- **Task prompt**
Quote the entries word for word. Omit the pictures.

- **The data**

--------------------

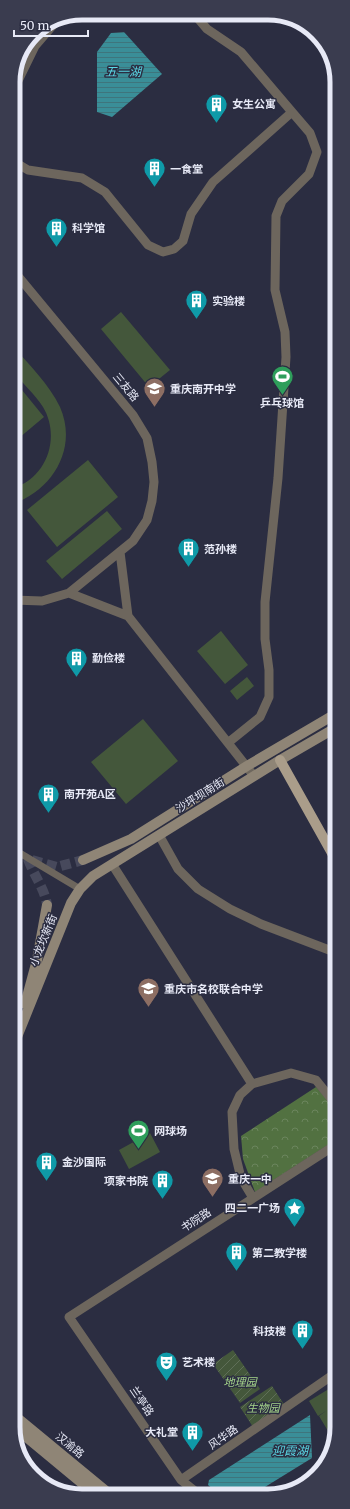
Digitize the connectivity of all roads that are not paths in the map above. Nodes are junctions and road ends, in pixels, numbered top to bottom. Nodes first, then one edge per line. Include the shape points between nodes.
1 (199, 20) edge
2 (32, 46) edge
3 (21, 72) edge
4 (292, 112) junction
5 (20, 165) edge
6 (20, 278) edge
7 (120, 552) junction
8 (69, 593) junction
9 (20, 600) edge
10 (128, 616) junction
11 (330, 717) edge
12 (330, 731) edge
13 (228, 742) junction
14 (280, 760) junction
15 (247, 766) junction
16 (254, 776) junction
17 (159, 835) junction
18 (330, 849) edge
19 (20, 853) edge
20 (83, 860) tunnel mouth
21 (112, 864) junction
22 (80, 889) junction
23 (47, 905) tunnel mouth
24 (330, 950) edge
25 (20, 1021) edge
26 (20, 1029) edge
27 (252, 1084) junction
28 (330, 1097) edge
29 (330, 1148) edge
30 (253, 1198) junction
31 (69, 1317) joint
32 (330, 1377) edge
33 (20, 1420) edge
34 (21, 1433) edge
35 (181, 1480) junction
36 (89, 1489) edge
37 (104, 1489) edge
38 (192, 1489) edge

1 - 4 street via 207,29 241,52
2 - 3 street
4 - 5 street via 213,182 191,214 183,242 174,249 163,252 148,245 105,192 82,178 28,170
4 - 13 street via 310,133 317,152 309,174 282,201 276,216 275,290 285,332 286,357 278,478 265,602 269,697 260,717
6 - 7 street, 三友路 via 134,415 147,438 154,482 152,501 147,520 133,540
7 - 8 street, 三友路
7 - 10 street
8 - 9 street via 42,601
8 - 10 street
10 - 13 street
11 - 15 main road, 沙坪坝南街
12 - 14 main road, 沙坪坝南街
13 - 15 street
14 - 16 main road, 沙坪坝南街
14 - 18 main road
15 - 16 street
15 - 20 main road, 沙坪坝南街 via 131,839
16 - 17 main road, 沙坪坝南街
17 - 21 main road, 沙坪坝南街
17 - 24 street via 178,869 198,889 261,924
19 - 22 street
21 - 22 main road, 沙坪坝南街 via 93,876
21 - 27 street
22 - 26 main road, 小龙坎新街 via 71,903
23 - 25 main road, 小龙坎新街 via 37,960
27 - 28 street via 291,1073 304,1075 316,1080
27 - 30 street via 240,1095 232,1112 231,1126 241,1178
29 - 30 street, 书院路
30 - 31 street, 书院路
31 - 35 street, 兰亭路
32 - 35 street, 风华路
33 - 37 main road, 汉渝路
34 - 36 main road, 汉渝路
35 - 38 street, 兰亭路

--------------------

- **The completed task**
Digitize the connectivity of all roads that are not paths in the map above. Nodes are junctions and road ends, in pixels, numbered top to bottom. Nodes first, then one edge per line. Include the shape points between nodes.
1 (199, 20) edge
2 (32, 46) edge
3 (21, 72) edge
4 (292, 112) junction
5 (20, 165) edge
6 (20, 278) edge
7 (120, 552) junction
8 (69, 593) junction
9 (20, 600) edge
10 (128, 616) junction
11 (330, 717) edge
12 (330, 731) edge
13 (228, 742) junction
14 (280, 760) junction
15 (247, 766) junction
16 (254, 776) junction
17 (159, 835) junction
18 (330, 849) edge
19 (20, 853) edge
20 (83, 860) tunnel mouth
21 (112, 864) junction
22 (80, 889) junction
23 (47, 905) tunnel mouth
24 (330, 950) edge
25 (20, 1021) edge
26 (20, 1029) edge
27 (252, 1084) junction
28 (330, 1097) edge
29 (330, 1148) edge
30 (253, 1198) junction
31 (69, 1317) joint
32 (330, 1377) edge
33 (20, 1420) edge
34 (21, 1433) edge
35 (181, 1480) junction
36 (89, 1489) edge
37 (104, 1489) edge
38 (192, 1489) edge

1 - 4 street via 207,29 241,52
2 - 3 street
4 - 5 street via 213,182 191,214 183,242 174,249 163,252 148,245 105,192 82,178 28,170
4 - 13 street via 310,133 317,152 309,174 282,201 276,216 275,290 285,332 286,357 278,478 265,602 269,697 260,717
6 - 7 street, 三友路 via 134,415 147,438 154,482 152,501 147,520 133,540
7 - 8 street, 三友路
7 - 10 street
8 - 9 street via 42,601
8 - 10 street
10 - 13 street
11 - 15 main road, 沙坪坝南街
12 - 14 main road, 沙坪坝南街
13 - 15 street
14 - 16 main road, 沙坪坝南街
14 - 18 main road
15 - 16 street
15 - 20 main road, 沙坪坝南街 via 131,839
16 - 17 main road, 沙坪坝南街
17 - 21 main road, 沙坪坝南街
17 - 24 street via 178,869 198,889 261,924
19 - 22 street
21 - 22 main road, 沙坪坝南街 via 93,876
21 - 27 street
22 - 26 main road, 小龙坎新街 via 71,903
23 - 25 main road, 小龙坎新街 via 37,960
27 - 28 street via 291,1073 304,1075 316,1080
27 - 30 street via 240,1095 232,1112 231,1126 241,1178
29 - 30 street, 书院路
30 - 31 street, 书院路
31 - 35 street, 兰亭路
32 - 35 street, 风华路
33 - 37 main road, 汉渝路
34 - 36 main road, 汉渝路
35 - 38 street, 兰亭路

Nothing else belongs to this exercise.